Yang Mingze nodded. "Some details may be exaggerated. Heavenly gossip often improves itself with age."
"Rumours don't usually emerge baseless," Yue Shiyin said.
Ji Renshu gave him a look.
He smiled politely and had Yang Mingze close the feed before his captain could say anything about professionalism.
Eathan absorbed what he'd just heard, looked at the holes again and immediately regretted it.
"So we are sleeping in a divine domestic dispute scar."
"Welcome to immortality." Chewie gave him a solemn thumbs-up. "Where there is much power, too much time, and exactly zero therapy."
He returned the thumbs-up with equal solemnity.
There was a pause.
Then Eathan asked, because helpless situations seemed to prompt curiosity, "Did Houyi ever get the hairpin back?"
Yue Shiyin's fan opened again with a soft snap. "No."
"Chang'e hid it." Mei Yuling looked out at the rain. "Fed it divine qi for several hundred years.

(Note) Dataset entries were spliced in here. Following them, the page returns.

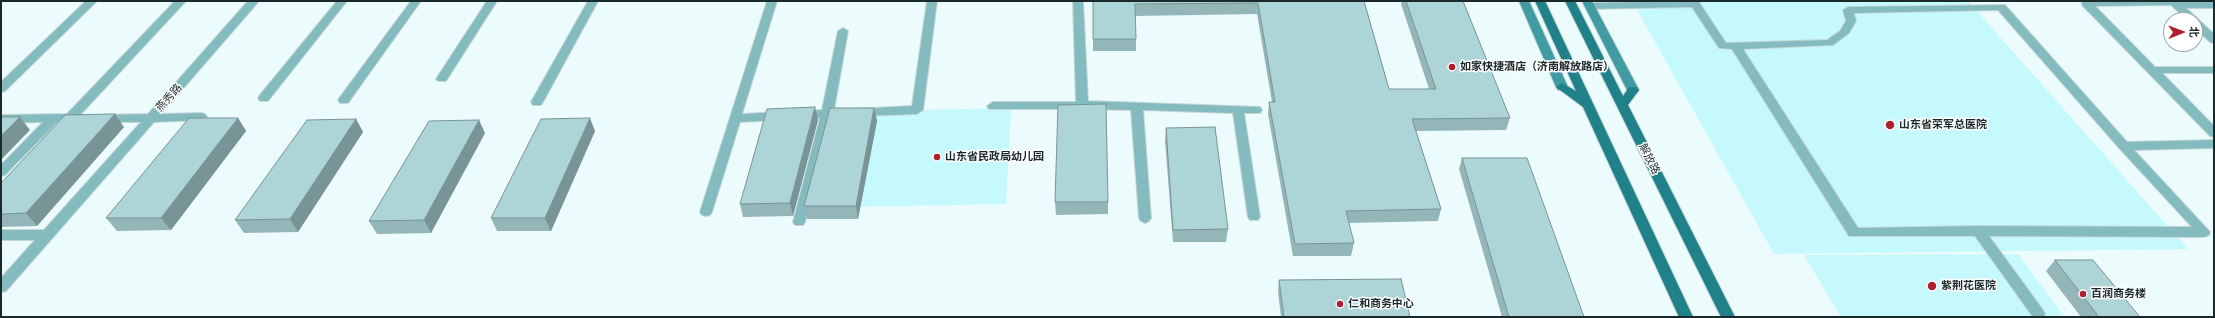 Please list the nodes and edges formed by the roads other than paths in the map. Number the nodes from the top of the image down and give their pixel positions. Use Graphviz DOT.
graph roads {
  1 [pos="92,1"];
  2 [pos="181,1"];
  3 [pos="254,1"];
  4 [pos="342,1"];
  5 [pos="416,1"];
  6 [pos="492,1"];
  7 [pos="593,1"];
  8 [pos="772,1"];
  9 [pos="932,1"];
  10 [pos="1078,1"];
  11 [pos="1524,1"];
  12 [pos="1540,1"];
  13 [pos="1570,1"];
  14 [pos="1588,3"];
  15 [pos="2174,3"];
  16 [pos="2214,5"];
  17 [pos="2184,12"];
  18 [pos="2203,30"];
  19 [pos="843,31"];
  20 [pos="2214,40"];
  21 [pos="1735,45"];
  22 [pos="2152,70"];
  23 [pos="2214,70"];
  24 [pos="442,79"];
  25 [pos="1562,86"];
  26 [pos="1,88"];
  27 [pos="1633,90"];
  28 [pos="264,98"];
  29 [pos="344,100"];
  30 [pos="537,102"];
  31 [pos="1588,104"];
  32 [pos="1082,105"];
  33 [pos="1622,105"];
  34 [pos="993,106"];
  35 [pos="1137,107"];
  36 [pos="1238,110"];
  37 [pos="1256,110"];
  38 [pos="826,114"];
  39 [pos="201,117"];
  40 [pos="70,118"];
  41 [pos="151,118"];
  42 [pos="736,118"];
  43 [pos="1,119"];
  44 [pos="53,119"];
  45 [pos="2214,133"];
  46 [pos="2214,144"];
  47 [pos="2124,146"];
  48 [pos="1,172"];
  49 [pos="706,212"];
  50 [pos="1254,217"];
  51 [pos="1145,218"];
  52 [pos="799,222"];
  53 [pos="1979,231"];
  54 [pos="46,235"];
  55 [pos="1,236"];
  56 [pos="1,287"];
  57 [pos="2038,314"];
  58 [pos="1686,317"];
  59 [pos="1728,317"];
  1 -- 26 [label="street"];
  2 -- 40 [label="street"];
  3 -- 41 [label="street, 燕秀路"];
  4 -- 28 [label="street"];
  5 -- 29 [label="street"];
  6 -- 24 [label="street"];
  7 -- 30 [label="street"];
  8 -- 42 [label="street"];
  9 -- 38 [label="street"];
  10 -- 32 [label="street"];
  11 -- 25 [label="street"];
  12 -- 31 [label="main road"];
  13 -- 33 [label="main road, 解放路"];
  14 -- 21 [label="street"];
  14 -- 27 [label="street"];
  15 -- 16 [label="street"];
  15 -- 17 [label="street"];
  15 -- 22 [label="street"];
  18 -- 20 [label="street"];
  19 -- 38 [label="street"];
  21 -- 47 [label="street"];
  21 -- 53 [label="street"];
  22 -- 23 [label="street"];
  22 -- 45 [label="street"];
  25 -- 31 [label="main road"];
  27 -- 33 [label="main road"];
  31 -- 58 [label="main road"];
  32 -- 34 [label="street"];
  32 -- 35 [label="street"];
  33 -- 59 [label="main road, 解放路"];
  35 -- 36 [label="street"];
  35 -- 51 [label="street"];
  36 -- 37 [label="street"];
  36 -- 50 [label="street"];
  38 -- 42 [label="street"];
  38 -- 52 [label="street"];
  39 -- 41 [label="street"];
  40 -- 41 [label="street, 燕秀路"];
  40 -- 44 [label="street, 燕秀路"];
  41 -- 54 [label="street"];
  42 -- 49 [label="street"];
  43 -- 44 [label="street, 燕秀路"];
  44 -- 48 [label="street"];
  46 -- 47 [label="street"];
  47 -- 53 [label="street"];
  53 -- 57 [label="street"];
  54 -- 55 [label="street"];
  54 -- 56 [label="street"];
}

Eventually, the artifact gained awareness and took spiritual form."
Eathan's mind arrived at the answer one painful second before the words did.
"No way."
Chewie grinned.
Mei Yuling, with perfect deadpan, said, "Yueto."
Eathan stared at her.
"The Jade Rabbit?"
"Yes."
"The rabbit that lives with Chang'e."
"Yes."
"The rabbit who helps her make medicine and also caused the birth of the Nine-Headed Infant."
Quine Long looked deeply amused. "Both her greatest success and fumble."
Eathan pressed both hands over his face.
Chang'e had stolen the keepsake from her husband's first love, nourished it into sentience, and made it her closest companion.
"Immortals," he said faintly, "are something."
The rain thickened outside. Blue drops rolled down the edge of Speedy Spada's jaws and fell into the maroon dirt, where they smoked gently.
For a while, no one spoke.
Bai Hu remained still against the spider's side, eyes closed, white hair stirred by the damp wind that came through the open maw. From where Eathan sat, he could not tell how much of the conversation he'd heard.
…Probably all.
Quine Long's gaze rested on the crater wall.
"And jealousy," he said at last, voice softer than before, "does things to even the most disciplined soul."